Thomas Taggart bought into the property in 1901 and owned it outright by 1905. He'd come up from nothing, a restaurant worker who became mayor of Indianapolis, then a U.S. senator, then chairman of the Democratic National Committee. The hotel itself dated back to 1845, founded by a Paoli physician around the area's sulfur springs, and Taggart ran it from 1901 until he died in 1929. Over those years he turned a mineral-water sanitarium into a first-class resort, wing by wing, selling guests on a bottled laxative called Pluto Water under the slogan "If Nature Won't, Pluto Will." The cigar was his trademark. By every account on staff, so is the smoke.
The sixth floor is where it gathers, along with cold drafts, footsteps in empty halls, a woman's crying heard from bathrooms with no one inside, and a shadowy figure most often seen near the service elevator. The more theatrical versions have Taggart himself riding a horse down the corridor toward the ballroom, where staff say music and dancing still drift out after the room is dark and locked.
But the ghost people actually talk about is a bellhop named Charlie. The story goes he died in an elevator shaft and never clocked out. No record confirms he ever worked there, or died there, or existed at all, only the lore, repeated the same way for years. Guests claim to recognize him from old photographs hanging in the lobby. The front desk gets phone calls from rooms with no one in them. In the theater, an actor rehearsing a monologue alone reported being fed his next lines from the empty seats. FrightFind records another account, plainer and worse: a guest stepped out of her bathroom one evening to find a man dressed in black standing in the room, watching her, before he turned and disappeared into the closet.

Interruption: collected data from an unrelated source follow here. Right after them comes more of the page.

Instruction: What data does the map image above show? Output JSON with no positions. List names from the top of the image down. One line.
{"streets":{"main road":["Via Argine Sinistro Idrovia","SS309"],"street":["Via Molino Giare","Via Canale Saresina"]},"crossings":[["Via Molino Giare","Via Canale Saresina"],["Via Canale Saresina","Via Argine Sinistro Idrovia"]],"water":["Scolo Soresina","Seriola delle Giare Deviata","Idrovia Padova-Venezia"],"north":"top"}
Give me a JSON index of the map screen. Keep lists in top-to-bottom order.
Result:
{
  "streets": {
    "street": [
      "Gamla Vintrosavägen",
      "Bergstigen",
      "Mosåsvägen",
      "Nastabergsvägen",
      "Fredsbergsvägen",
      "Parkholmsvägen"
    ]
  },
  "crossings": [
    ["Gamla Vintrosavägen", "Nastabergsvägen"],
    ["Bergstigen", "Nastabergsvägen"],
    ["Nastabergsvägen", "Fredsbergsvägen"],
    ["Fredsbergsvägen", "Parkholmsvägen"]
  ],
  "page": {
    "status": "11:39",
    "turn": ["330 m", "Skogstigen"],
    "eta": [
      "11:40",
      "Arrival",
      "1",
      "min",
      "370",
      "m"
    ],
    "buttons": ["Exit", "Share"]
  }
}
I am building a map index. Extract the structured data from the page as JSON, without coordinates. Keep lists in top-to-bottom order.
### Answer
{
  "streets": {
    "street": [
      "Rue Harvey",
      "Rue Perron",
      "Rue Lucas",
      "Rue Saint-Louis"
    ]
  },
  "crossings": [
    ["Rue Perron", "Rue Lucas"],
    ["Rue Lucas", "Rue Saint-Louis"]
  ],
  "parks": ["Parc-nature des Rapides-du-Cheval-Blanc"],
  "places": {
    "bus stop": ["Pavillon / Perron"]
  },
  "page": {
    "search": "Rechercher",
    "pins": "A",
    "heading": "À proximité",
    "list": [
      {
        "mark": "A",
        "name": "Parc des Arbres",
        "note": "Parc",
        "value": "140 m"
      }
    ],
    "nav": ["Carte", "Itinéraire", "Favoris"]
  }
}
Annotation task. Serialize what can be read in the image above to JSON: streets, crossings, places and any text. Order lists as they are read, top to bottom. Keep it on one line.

The hotel reopened in 2006 after a restoration that ran past $382 million, with a casino, a spa, and 443 rooms. Long before that, in June 1931, Franklin Roosevelt came through for the governors' conference and worked the room toward the nomination he'd win the next year. Taggart was already two years dead by then, and he'd see none of what came after. He's been gone since 1929. The sixth floor, the staff will tell you, still smells like he stepped out a minute ago.